Brownstein Client Alert, Oct. 25, 2023

On Oct. 19, 2023, the Consumer Financial Protection Bureau (CFPB) released a Notice of Proposed Rulemaking (NPRM) on Personal Financial Data Rights, which would change the way financial institutions hold and distribute customer-generated data. The long-awaited proposal began under a November 2020 Advanced Notice of Public Rulemaking (ANPRM), and more recently, the CFPB convened a Small Business Review Panel (SBREFA) for this rulemaking on Feb. 1, 2023. Banking trades have remained involved throughout the process, submitting a petition in 2022 for the rulemaking, along with individual and joint input during the SBREFA process. At a high level, the proposed rule would require depository and nondepository entities to make available to consumers and authorized third parties certain data relating to consumers’ transactions and accounts; establish obligations for third parties accessing a consumer’s data, including privacy requirements; and provide standards for data access. The proposal will have broad impacts on financial institutions and third parties if enacted, as detailed in this client alert.

 

Section 1033 Authority

The proposed rule derives its statutory authority from Section 1033 of the Dodd-Frank Wall Street Reform and Consumer Protection Act (Dodd-Frank Act), which provides that subject to a CFPB rulemaking, “a covered person shall make available to a consumer, upon request, information in the control or possession of the covered person concerning the consumer financial product or service that the consumer obtained from such covered person, including information relating to any transaction, series of transactions, or to the account including costs, charges and usage data.” The provision also outlines that information must be made available to consumers in an electronic form and that the provision does not impose a duty on covered entities to “maintain or keep any information about a consumer.”
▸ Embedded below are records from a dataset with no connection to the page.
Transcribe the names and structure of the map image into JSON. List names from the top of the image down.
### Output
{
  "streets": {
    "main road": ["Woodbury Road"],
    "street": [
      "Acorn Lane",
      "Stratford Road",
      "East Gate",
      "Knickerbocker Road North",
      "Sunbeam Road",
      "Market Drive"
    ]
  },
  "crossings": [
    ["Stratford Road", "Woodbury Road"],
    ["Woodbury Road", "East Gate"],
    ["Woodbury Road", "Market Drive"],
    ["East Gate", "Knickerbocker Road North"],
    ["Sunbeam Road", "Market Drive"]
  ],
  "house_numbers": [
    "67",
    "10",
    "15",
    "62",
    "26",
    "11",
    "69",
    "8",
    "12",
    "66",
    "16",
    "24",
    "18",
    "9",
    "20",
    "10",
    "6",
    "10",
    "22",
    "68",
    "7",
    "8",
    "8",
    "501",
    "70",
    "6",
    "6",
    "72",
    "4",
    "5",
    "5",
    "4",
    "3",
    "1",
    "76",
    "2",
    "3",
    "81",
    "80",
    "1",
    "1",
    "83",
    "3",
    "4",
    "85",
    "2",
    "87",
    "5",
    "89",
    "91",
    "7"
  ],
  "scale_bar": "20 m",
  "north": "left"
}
Exceptions from the rule include:

  • “any confidential commercial information, including an algorithm used to derive credit scores or other risk scores or predictors;
  • any information collected by the covered person for the purpose of preventing fraud or money laundering, or detecting, or making any report regarding other unlawful or potentially unlawful conduct;
  • any information required to be kept confidential by any other provision of law; or
  • any information that the covered person cannot retrieve in the ordinary course of its business with respect to that information.”
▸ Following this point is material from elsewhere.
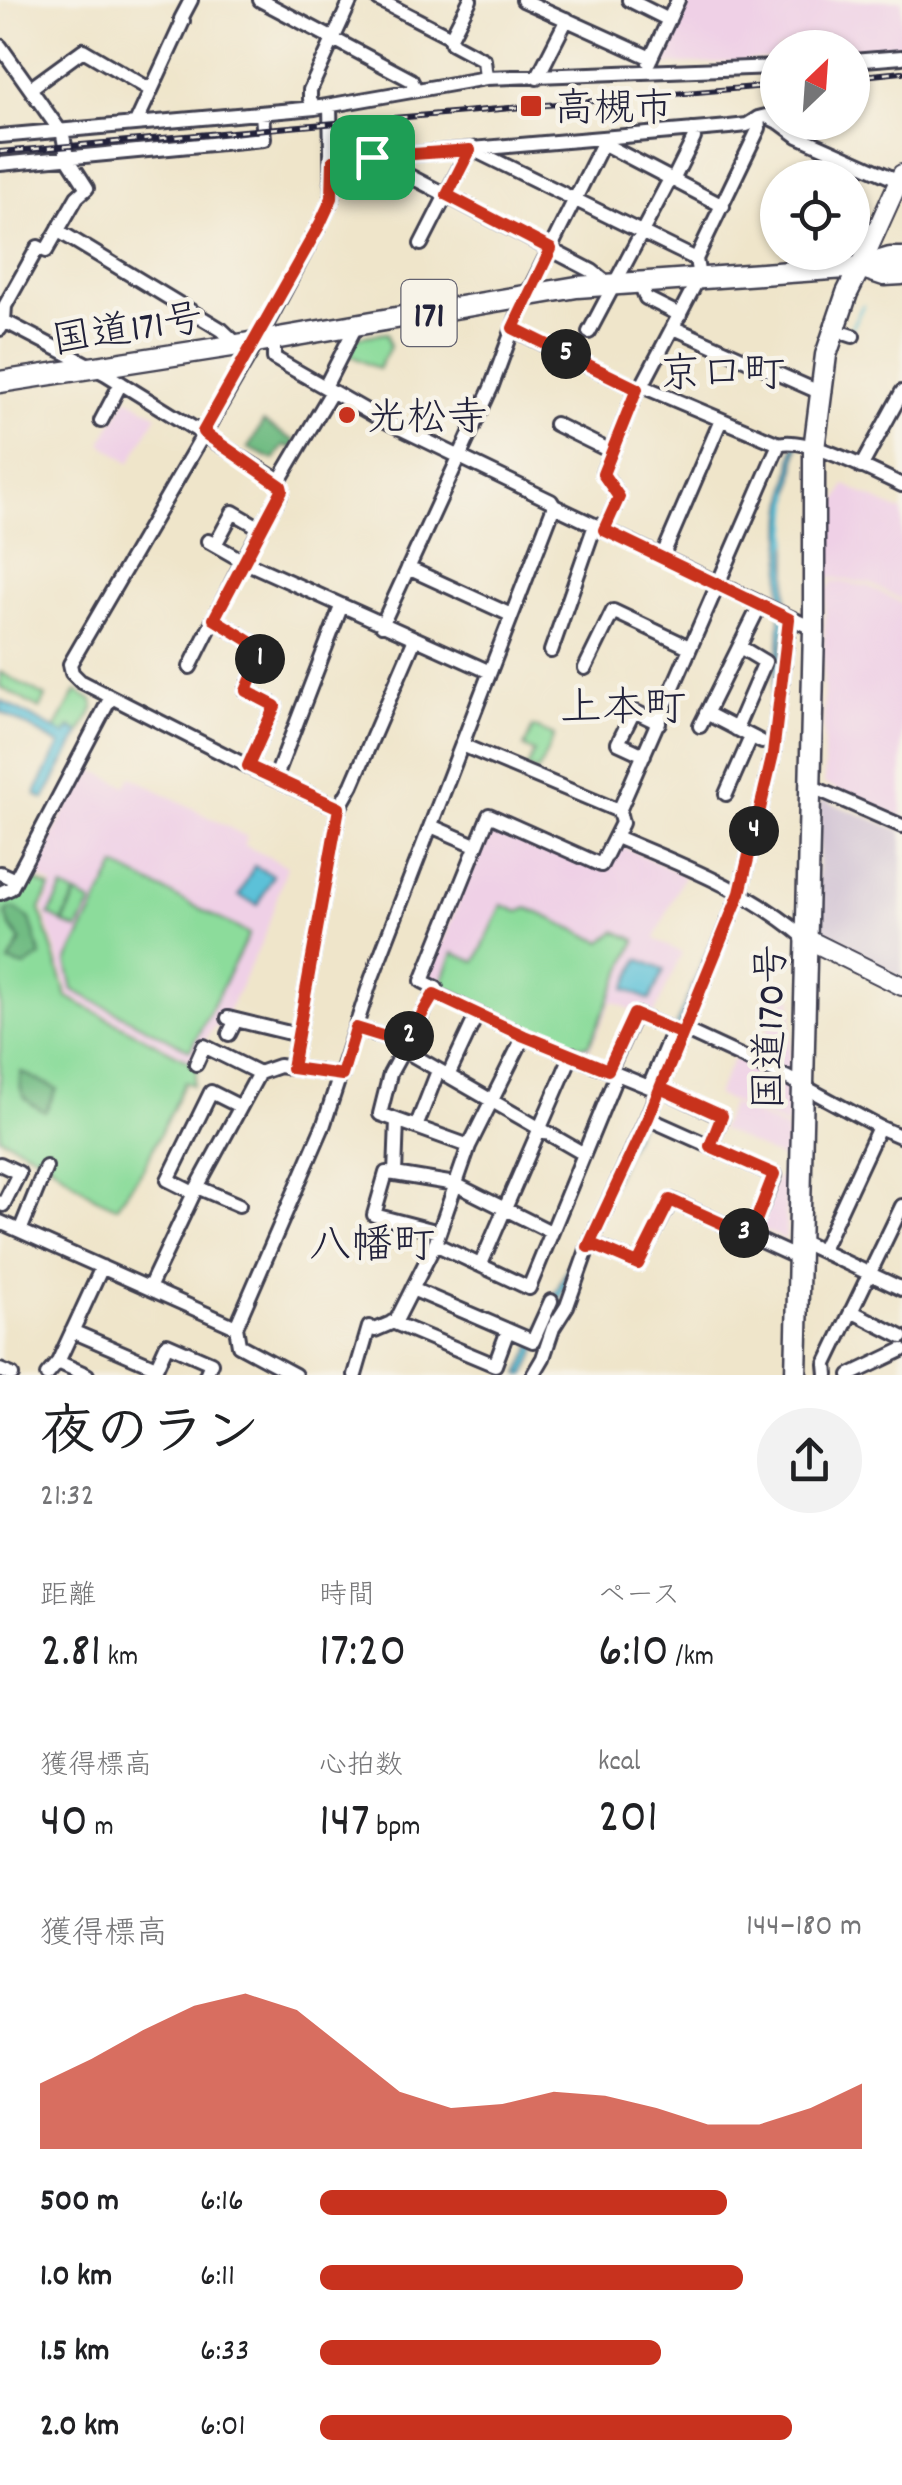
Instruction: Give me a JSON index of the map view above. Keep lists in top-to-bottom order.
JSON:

Section 1033 also outlines that the CFPB’s proposal must create standards for covered entities through machine-readable files. The CFPB is required to consult with federal banking regulators and the Federal Trade Commission (FTC).

 

Scope of the Proposal

Subpart A of the proposed rule outlines the coverage of data providers as entities providing accounts subject to the Electronic Fund Transfer Act (EFTA) and Regulation E, credit cards subject to the Truth in Lending Act (TILA) and Regulation Z, and related payment facilitation products and services. The proposal excludes depository institution data providers that do not have a consumer interface.

Key definitions in the proposal include:

Authorized Third Party (§1033.401): “The third party must seek access to covered data from a data provider on behalf of a consumer to provide a product or service the consumer requested, and:

  • Provide the consumer with an authorization disclosure as described in § 1033.411;
  • Provide a statement to the consumer in the authorization disclosure, as provided in § 1033.411(b)(5), certifying that the third party agrees to the obligations described in § 1033.421; and
  • Obtain the consumer’s express informed consent to access covered data on behalf of the consumer by obtaining an authorization disclosure that is signed by the consumer electronically or in writing.
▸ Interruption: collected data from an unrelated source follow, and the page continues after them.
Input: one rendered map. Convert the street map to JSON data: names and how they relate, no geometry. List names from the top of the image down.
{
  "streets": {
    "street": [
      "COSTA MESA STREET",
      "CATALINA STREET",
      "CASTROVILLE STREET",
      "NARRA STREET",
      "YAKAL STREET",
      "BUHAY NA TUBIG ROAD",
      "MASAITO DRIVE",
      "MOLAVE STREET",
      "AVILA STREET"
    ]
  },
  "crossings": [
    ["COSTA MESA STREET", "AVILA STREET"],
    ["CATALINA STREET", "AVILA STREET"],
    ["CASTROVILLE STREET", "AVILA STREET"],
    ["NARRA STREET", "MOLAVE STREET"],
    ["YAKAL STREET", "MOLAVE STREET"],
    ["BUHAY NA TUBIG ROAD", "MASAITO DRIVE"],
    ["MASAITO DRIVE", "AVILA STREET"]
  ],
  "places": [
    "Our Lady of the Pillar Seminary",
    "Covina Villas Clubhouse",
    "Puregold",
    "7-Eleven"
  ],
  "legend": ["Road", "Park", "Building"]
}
Covered Data (§1033.211): “Transaction information, including historical transaction information in the control or possession of the data provider.”

Data Aggregator: “An entity that is retained by and provides services to the authorized third party to enable access to covered data.”

Developer Interface: “An interface through which a data provider receives requests for covered data and makes available covered data in an electronic form usable by authorized third parties in response to the requests.”

Third Party: “Any person or entity that is not the consumer about whom the covered data pertains or the data provider that controls or possesses the consumer’s covered data.”

 

Obligation to Make Covered Data Available

Within Section 1033.201 of the proposal, data providers must provide consumers and authorized third parties with “covered data in the data provider’s control or possession concerning a covered consumer financial product or service that the consumer obtained from the data provider.” Data providers must provide covered data “in an electronic form usable by consumers and authorized third parties” as provided by Section 1033 of the Dodd-Frank Act.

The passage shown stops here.